Source data

---

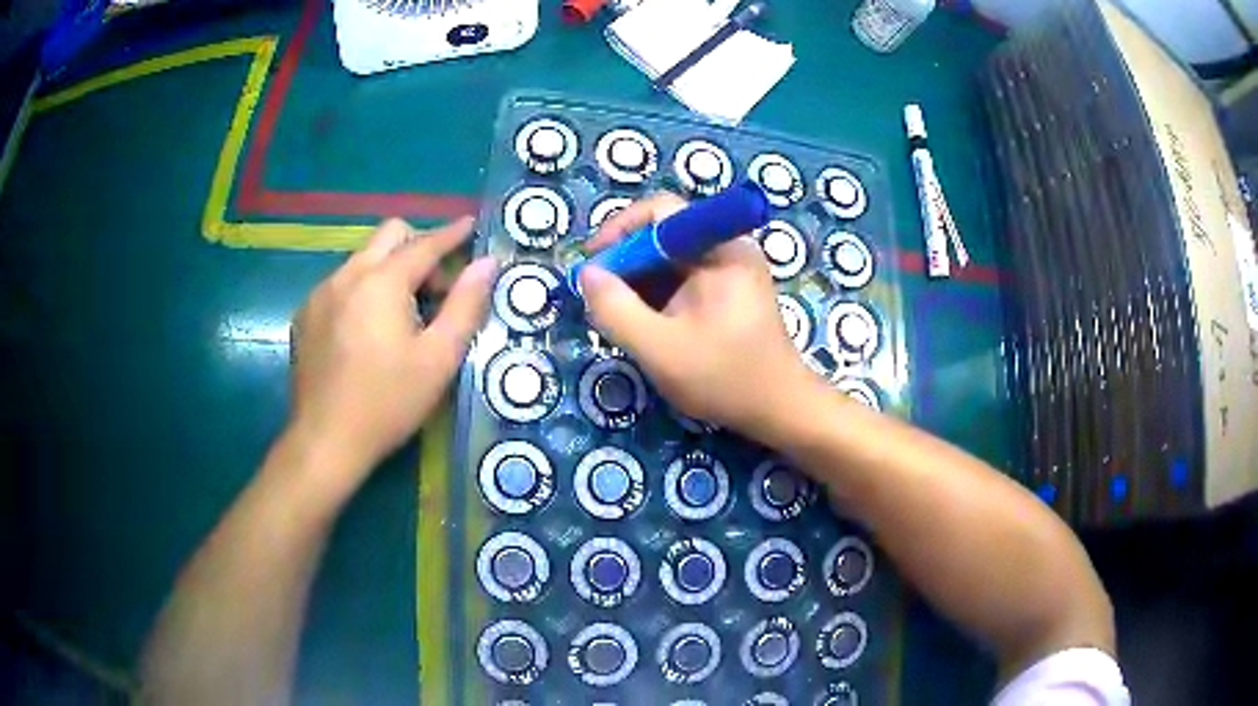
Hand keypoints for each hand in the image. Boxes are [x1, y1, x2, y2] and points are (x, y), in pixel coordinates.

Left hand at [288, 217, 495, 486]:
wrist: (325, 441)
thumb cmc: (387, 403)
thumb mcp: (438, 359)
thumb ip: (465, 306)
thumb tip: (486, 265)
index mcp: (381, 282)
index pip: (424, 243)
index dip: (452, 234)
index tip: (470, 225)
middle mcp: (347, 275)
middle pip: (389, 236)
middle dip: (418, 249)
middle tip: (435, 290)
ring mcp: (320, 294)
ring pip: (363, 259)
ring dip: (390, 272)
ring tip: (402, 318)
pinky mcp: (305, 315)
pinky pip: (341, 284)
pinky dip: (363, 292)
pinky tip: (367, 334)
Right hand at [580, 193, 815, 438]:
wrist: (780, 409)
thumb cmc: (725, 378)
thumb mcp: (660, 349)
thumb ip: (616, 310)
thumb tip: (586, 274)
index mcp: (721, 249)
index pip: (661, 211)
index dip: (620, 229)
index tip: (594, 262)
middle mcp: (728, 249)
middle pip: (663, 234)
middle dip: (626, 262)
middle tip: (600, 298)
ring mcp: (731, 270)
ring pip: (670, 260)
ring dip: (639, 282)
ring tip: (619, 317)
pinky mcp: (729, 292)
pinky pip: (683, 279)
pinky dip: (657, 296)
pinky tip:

---

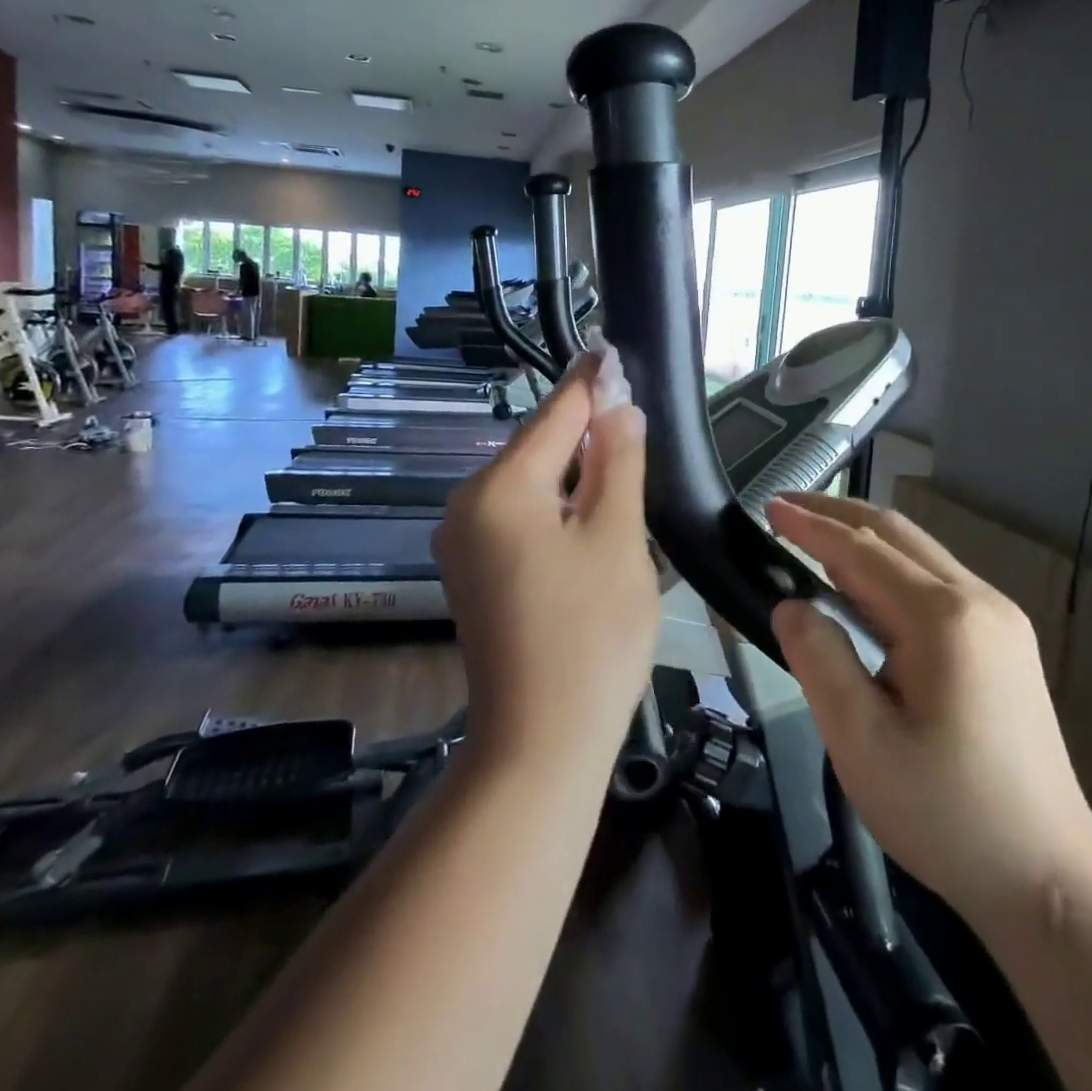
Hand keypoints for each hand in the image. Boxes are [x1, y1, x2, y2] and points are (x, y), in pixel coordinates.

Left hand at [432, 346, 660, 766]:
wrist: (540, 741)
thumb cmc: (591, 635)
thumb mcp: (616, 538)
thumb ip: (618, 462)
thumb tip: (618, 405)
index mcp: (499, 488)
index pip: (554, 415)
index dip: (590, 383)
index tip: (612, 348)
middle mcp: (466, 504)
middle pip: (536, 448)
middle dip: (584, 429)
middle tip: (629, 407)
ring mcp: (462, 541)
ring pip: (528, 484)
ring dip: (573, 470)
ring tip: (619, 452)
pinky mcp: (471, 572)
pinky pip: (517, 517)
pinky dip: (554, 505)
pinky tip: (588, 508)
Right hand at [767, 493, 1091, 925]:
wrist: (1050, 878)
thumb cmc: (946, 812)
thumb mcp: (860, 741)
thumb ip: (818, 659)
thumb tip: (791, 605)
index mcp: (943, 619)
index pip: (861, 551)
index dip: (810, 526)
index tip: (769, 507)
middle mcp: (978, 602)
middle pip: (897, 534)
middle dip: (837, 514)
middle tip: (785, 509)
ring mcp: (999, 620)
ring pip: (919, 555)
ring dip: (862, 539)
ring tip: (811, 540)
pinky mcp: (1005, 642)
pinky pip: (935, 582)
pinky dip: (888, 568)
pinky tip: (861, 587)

---

Exercise details
Lines wanted from the listing above: the line with "ring dip: (573, 470)" up to and including the line with "middle pip: (897, 534)". Please write them out exactly, adding nothing else.

Exercise response
ring dip: (573, 470)
ring tip: (619, 452)
pinky mcp: (471, 572)
pinky pip: (517, 517)
pinky dip: (554, 505)
pinky tip: (588, 508)
Right hand at [767, 493, 1091, 925]:
wrist: (1050, 878)
thumb cmc: (946, 812)
thumb mcp: (860, 741)
thumb ip: (818, 659)
thumb tip: (791, 605)
index mcp: (943, 619)
index pip: (861, 551)
index dip: (810, 526)
index tip: (769, 507)
middle mcp: (978, 602)
middle pip: (897, 534)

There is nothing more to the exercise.